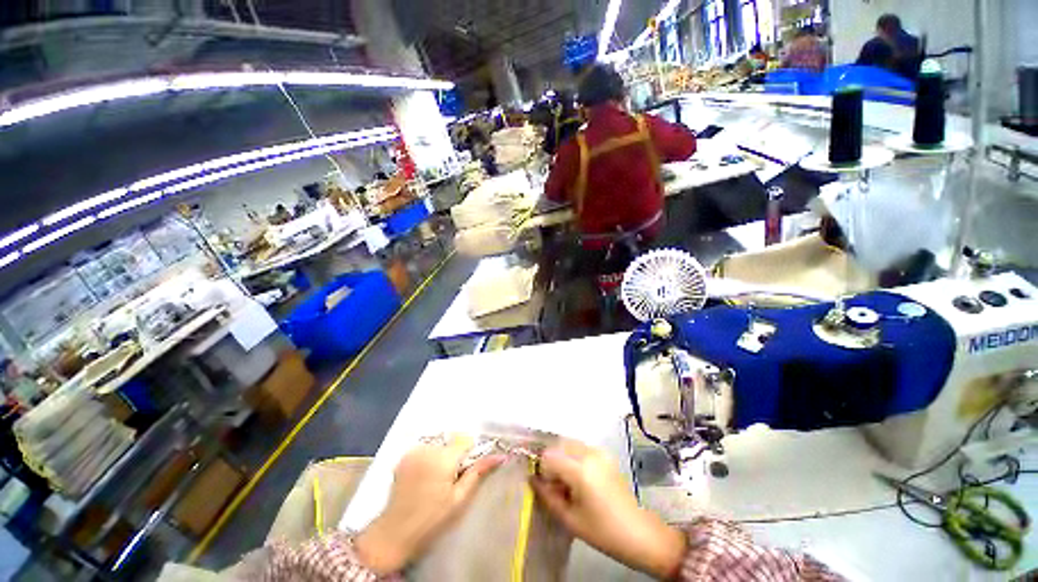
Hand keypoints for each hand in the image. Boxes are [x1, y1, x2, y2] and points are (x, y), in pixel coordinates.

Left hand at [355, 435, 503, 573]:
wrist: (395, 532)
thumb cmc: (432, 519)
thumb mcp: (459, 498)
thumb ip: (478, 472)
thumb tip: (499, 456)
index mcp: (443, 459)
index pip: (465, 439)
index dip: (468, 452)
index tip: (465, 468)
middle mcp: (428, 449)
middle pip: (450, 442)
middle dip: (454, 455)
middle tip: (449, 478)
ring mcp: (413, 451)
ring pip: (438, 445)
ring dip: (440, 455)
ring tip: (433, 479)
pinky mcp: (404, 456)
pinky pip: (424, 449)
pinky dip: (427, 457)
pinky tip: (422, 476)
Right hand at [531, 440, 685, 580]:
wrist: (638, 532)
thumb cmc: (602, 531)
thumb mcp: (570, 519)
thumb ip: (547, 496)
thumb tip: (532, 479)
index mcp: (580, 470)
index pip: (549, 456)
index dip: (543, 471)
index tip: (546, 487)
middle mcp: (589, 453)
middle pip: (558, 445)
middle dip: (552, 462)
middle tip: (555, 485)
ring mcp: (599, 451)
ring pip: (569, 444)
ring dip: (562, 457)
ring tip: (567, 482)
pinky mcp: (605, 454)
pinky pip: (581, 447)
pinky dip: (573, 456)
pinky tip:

+ + + + +

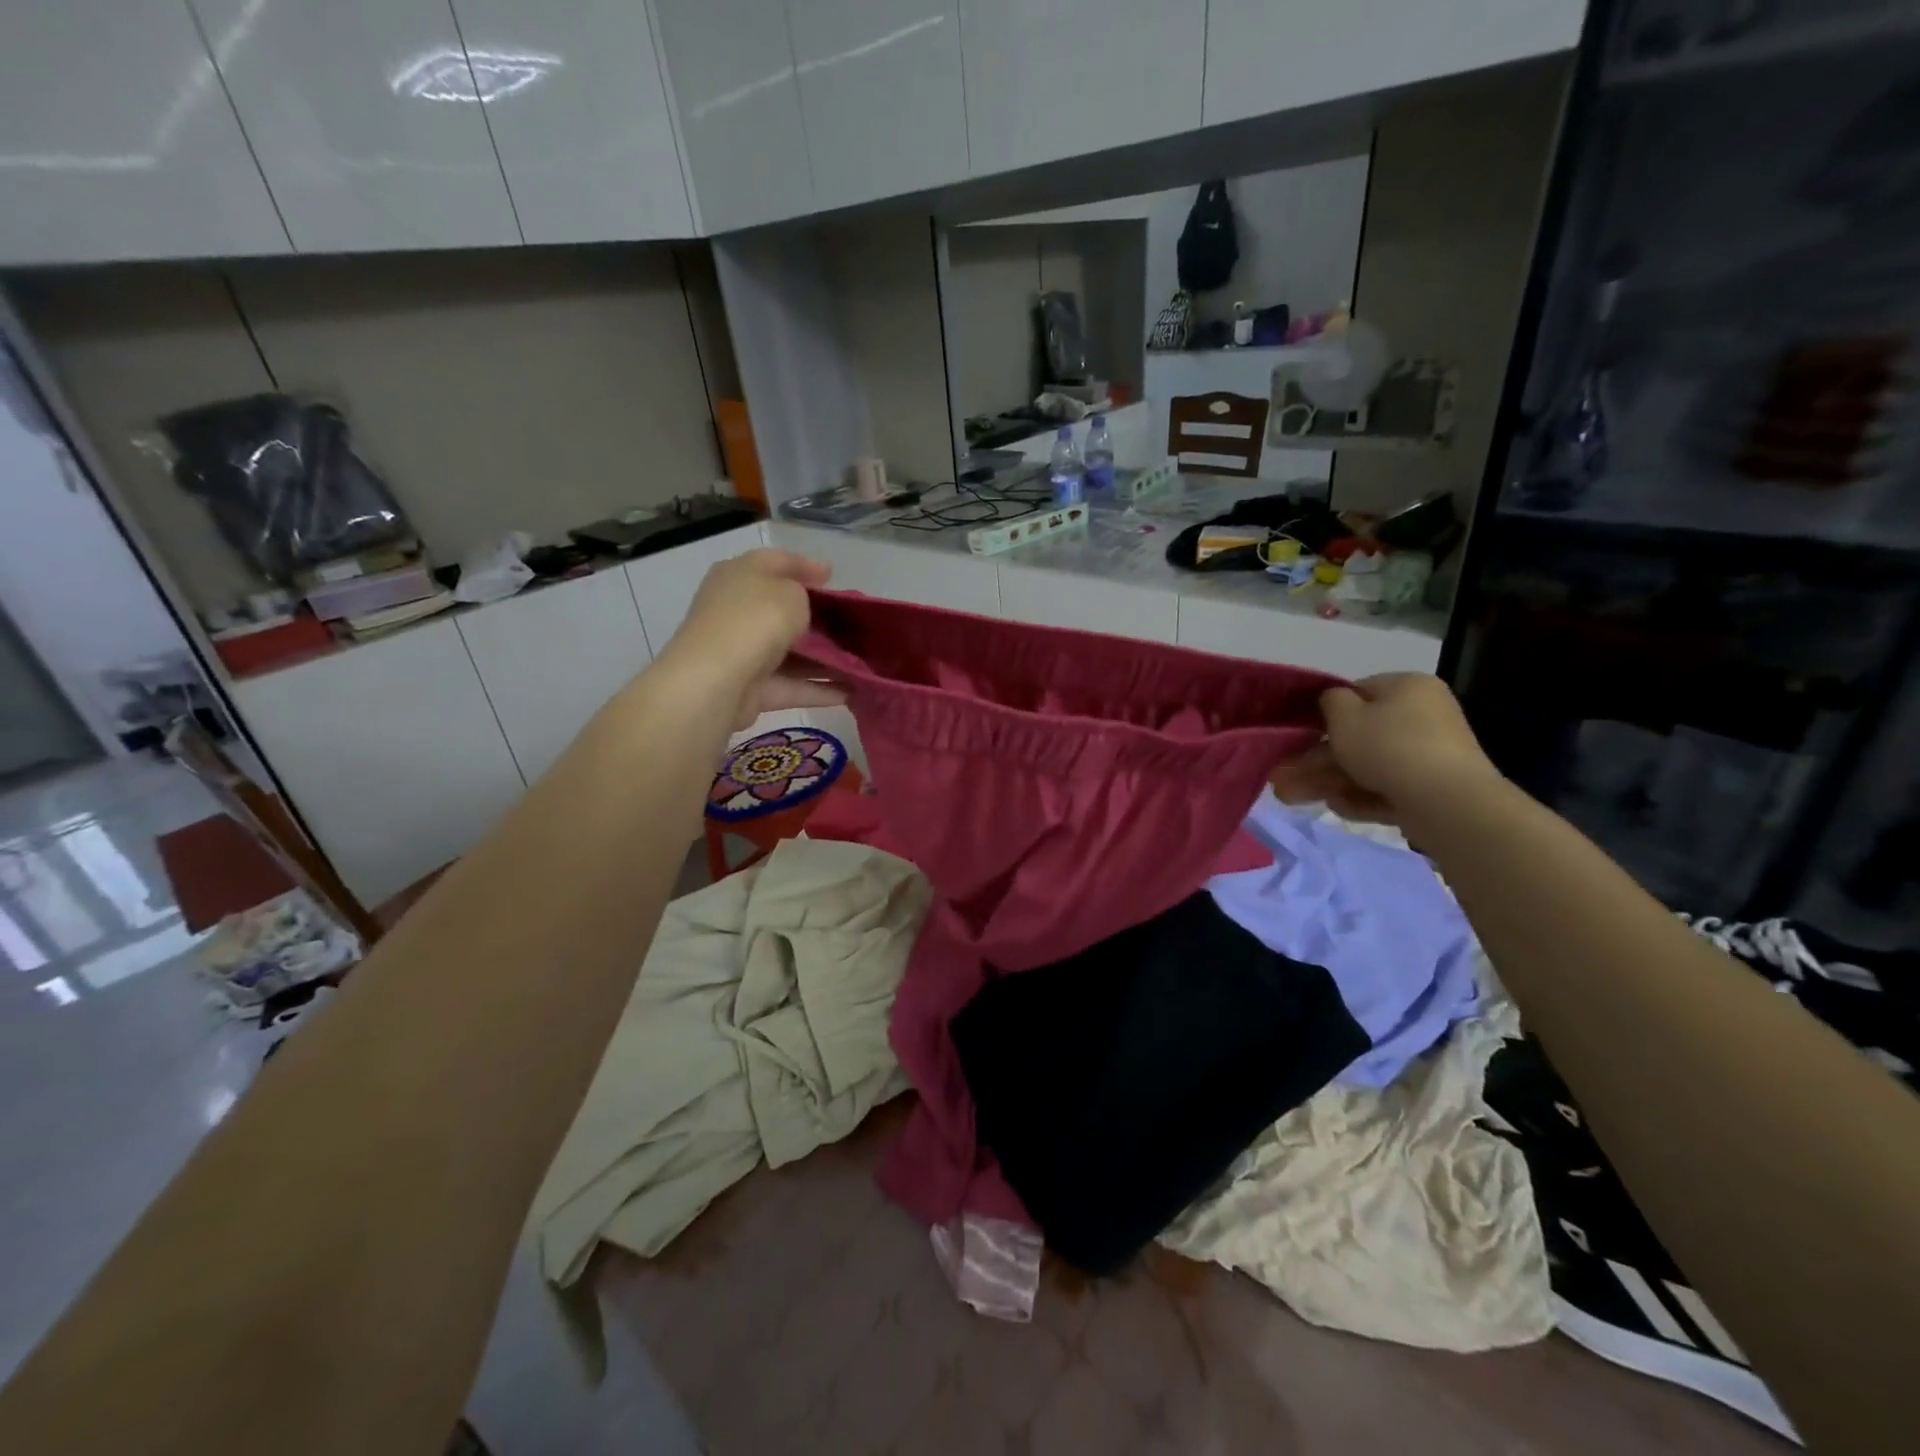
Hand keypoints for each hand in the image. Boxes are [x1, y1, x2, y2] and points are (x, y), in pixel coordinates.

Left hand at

+ + + + +

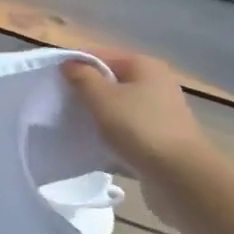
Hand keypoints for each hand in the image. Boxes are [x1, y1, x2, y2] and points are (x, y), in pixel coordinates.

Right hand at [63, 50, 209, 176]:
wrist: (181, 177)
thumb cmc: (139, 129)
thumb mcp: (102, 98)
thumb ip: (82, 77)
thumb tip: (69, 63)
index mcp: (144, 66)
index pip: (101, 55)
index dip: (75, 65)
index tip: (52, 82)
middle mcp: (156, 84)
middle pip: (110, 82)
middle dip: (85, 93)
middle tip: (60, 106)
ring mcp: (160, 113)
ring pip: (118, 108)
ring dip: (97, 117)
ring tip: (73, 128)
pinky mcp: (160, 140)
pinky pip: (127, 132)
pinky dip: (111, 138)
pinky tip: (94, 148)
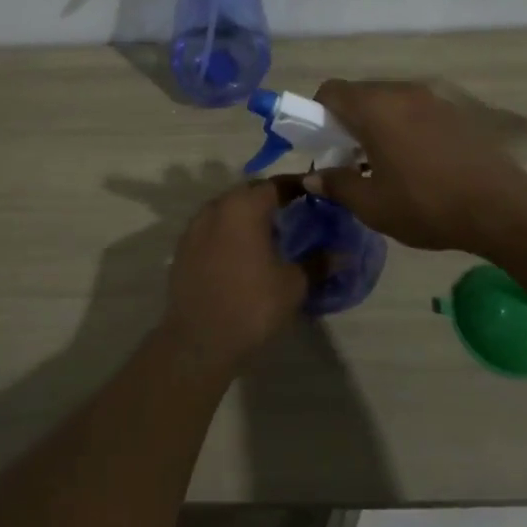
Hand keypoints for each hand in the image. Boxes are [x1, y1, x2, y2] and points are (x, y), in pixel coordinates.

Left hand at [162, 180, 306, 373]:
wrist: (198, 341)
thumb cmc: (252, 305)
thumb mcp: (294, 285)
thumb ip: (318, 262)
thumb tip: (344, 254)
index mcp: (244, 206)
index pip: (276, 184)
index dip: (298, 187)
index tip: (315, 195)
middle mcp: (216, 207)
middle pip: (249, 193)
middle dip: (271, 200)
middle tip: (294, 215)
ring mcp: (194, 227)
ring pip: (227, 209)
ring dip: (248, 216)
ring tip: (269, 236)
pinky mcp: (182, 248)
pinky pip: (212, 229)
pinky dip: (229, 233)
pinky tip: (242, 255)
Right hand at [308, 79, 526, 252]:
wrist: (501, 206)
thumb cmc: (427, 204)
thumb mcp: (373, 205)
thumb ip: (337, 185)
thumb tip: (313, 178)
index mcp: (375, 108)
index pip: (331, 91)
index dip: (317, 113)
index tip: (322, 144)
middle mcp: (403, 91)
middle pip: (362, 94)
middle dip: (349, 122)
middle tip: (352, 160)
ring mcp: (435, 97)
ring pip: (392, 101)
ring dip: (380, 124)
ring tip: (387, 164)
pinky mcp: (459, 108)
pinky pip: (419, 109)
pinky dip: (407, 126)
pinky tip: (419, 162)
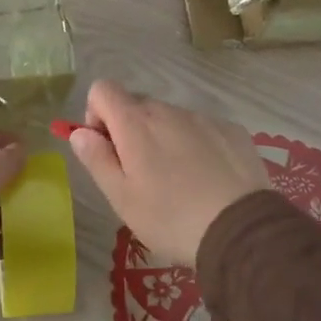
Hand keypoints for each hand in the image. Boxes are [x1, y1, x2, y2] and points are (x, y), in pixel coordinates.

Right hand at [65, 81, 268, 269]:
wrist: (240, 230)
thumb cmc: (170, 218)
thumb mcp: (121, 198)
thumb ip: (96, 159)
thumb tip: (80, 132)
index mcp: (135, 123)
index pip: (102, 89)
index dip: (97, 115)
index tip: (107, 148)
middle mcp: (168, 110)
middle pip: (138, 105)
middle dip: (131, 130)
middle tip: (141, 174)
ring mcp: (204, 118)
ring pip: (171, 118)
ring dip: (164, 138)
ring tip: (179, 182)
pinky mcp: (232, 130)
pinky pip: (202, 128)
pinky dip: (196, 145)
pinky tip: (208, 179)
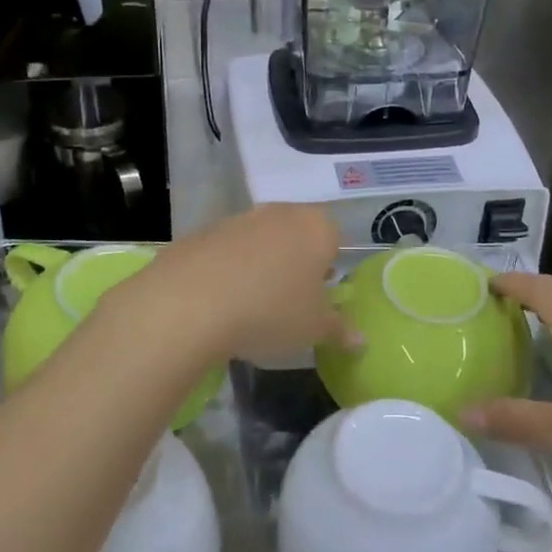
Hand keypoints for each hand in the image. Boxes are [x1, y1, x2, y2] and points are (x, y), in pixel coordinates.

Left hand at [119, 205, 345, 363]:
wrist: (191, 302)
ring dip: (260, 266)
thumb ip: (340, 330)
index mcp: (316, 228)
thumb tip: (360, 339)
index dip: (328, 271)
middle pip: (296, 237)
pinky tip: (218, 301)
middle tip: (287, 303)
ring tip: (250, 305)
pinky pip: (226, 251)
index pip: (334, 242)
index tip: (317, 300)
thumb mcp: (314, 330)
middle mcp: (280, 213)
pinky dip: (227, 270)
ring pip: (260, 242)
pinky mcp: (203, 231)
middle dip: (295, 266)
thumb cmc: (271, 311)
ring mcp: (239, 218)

+ + + + +

● **WORK REQUIRED**
Above are the records; copy from them only the lines starting at the one containing "ring pip: (227, 209)" and ending at the one containing "thumb cmc: (170, 218)", exactly and without pictures.

● **RESULT OF THIS TASK**
ring pip: (227, 209)
ring dip: (248, 216)
ring tip: (269, 236)
pinky mcp: (182, 248)
pinky pip: (212, 229)
pinky dip: (229, 233)
pinky tip: (242, 255)
Right hand at [308, 79, 526, 252]:
wrist: (501, 206)
thumb cmc: (427, 204)
thumb mcp: (373, 205)
thumb ip: (337, 185)
thumb tip: (313, 178)
index mcp: (375, 108)
index pip: (331, 91)
index dip: (317, 113)
index tip: (322, 144)
middle mcp: (403, 91)
middle pip: (362, 94)
middle dip: (349, 122)
middle tip: (352, 160)
ring mcp: (435, 97)
ring pip: (392, 101)
ring dip: (380, 124)
ring tip: (387, 164)
pinky mcp: (459, 108)
pinky pip: (419, 109)
pinky dip: (407, 126)
pinky tip: (419, 162)
Hand keypoints for each hand in the image. Boxes are [x1, y1, x2, y2] and points are (x, y), in pixel coordinates.

Right hand at [65, 81, 268, 269]:
wrist: (240, 230)
thumb cmc: (170, 218)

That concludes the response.